Last night at Sunset Center conductor Max Bragado-Darman and the Monterey Symphony presented its second concert of the 2019-2020 season, and it was quite an unusual program. It featured Korean pianist Kun Woo Paik performing two concertos — Mozart’s Piano Concerto No. 27 in B-flat major, K. 595 and Brahms Piano Concerto No. 1, Op. 15 in D Minor. Very rarely does a symphonic program contain no other works but a pair of piano concertos, and thereby hangs a tale.
On February, 23, 2014, Kun Woo Paik appeared as soloist with the Monterey Symphony in a spectacular performance of Prokofiev’s Second Piano Concerto, which is one of the most difficult works in the piano concerto repertoire (to read the review of this concert type in “Kun Woo Paik” in the search box in the lower right hand corner of this page). Those of us who witnessed Paik’s remarkable performance on that occasion knew that he would return some day. Well, that day finally arrived, and it afforded us the surprise of observing this artist in such contrasting roles, that we could have been convinced that we were hearing two entirely different pianists.
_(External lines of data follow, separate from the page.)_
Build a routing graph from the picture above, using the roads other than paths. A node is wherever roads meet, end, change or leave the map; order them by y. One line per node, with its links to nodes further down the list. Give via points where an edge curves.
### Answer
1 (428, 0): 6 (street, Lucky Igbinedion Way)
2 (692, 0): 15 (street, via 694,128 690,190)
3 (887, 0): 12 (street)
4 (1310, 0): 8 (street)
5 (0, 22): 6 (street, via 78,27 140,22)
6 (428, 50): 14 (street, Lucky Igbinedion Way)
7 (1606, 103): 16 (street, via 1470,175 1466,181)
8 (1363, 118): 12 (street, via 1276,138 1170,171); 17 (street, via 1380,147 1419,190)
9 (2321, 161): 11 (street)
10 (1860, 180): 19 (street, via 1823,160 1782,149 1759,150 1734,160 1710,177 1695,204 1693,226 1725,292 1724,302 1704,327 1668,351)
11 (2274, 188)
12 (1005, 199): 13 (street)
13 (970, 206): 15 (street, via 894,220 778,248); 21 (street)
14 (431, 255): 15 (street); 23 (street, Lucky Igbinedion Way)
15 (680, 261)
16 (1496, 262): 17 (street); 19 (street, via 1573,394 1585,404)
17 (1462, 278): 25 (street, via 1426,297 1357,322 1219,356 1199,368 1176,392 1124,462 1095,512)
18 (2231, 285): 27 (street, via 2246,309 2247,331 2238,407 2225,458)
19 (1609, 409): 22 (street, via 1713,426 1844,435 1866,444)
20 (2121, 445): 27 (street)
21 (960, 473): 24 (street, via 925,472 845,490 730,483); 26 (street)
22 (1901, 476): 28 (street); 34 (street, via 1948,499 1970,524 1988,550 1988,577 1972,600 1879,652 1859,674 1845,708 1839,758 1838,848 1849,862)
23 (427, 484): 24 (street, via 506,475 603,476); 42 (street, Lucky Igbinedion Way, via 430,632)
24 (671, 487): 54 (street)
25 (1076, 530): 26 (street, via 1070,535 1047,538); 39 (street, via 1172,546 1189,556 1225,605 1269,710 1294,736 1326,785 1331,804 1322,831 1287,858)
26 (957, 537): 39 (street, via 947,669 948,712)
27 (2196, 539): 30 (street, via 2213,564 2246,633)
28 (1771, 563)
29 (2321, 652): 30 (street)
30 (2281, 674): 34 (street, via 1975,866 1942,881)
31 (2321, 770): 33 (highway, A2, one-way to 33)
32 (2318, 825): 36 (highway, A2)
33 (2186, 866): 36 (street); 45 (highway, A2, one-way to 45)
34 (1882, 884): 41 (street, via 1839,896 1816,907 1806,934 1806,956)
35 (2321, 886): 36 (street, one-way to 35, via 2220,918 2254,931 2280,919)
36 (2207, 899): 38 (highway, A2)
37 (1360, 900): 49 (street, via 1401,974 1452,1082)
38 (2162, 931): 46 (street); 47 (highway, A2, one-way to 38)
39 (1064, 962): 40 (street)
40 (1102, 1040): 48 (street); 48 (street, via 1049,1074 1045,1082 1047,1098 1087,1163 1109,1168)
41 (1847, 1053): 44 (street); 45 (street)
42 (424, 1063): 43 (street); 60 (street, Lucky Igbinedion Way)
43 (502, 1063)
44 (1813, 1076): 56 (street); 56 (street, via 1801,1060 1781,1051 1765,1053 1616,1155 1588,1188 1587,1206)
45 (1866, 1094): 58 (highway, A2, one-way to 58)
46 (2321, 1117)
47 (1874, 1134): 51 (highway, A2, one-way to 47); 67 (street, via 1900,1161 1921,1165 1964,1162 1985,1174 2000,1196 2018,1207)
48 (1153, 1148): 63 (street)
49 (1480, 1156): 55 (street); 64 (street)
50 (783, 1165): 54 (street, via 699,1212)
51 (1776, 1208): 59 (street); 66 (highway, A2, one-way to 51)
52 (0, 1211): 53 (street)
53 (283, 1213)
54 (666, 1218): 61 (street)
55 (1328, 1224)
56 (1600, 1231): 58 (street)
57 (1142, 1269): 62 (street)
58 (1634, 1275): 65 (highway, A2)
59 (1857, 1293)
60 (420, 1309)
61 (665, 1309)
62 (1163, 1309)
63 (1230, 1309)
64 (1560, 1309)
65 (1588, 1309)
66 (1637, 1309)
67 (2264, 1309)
In the Mozart Concerto Paik was the ultimate ensemble pianist sharing the solo role with the orchestra and making music on an exalted level. We knew from Paik’s first entrance after the orchestral tutti that we were about to hear a subtle and masterfully artistic performance. Since in Mozart’s time, this concerto would most probably have been performed with a reduced orchestra of as few as 20 musicians, the larger ensemble of the Monterey Symphony made it occasionally difficult to hear some of Paik’s delicately shaped phrases at the beginning of the first movement, but as the movement progressed and the expected moments of Sturm und Drang surfaced, we heard Paik’s superb dynamic and expressive energy take over and give us a view of Mozart at his most expressive best. The second movement gave us more of Paik’s subtlety and expressive magic with a beautiful cantabile and a palette of dynamics from the the most delicate pianissimo to varying levels of mezzo forte and forte. The final Rondo was pure magic with delicious repartee back and forth with the orchestra. This was Mozart at its best.
After intermission we heard the Monterey Symphony musicians and Kun Woo Paik performing Brahms Concerto No. 1 in D Minor. Clocking in at almost 52 minutes, this is by any standard a huge and demanding work — pianist Emmanuel Ax said in an interview said that although he has been performing this concerto for over 50 years, it never gets any easier. On this occasion, Paik gave us a powerful performance that still managed to spin many beautiful moments. At the end of the gorgeous second movement we heard a beautiful trill that gradually reduced in volume to a mysterious pianissimo that made us strain to hear every note as it disappeared off into the ether. The third movement of the Brahms had many great moments (ah, what a delicious fugue).
Paik’s virtuoso skills were impressive indeed in the Brahms concerto, especially since the orchestra was so often so loud we had difficulty hearing the solo passages, but Paik made up for it with his powerful playing.
The audience was wildly enthusiastic with tumultuous applause and a prolonged standing ovation.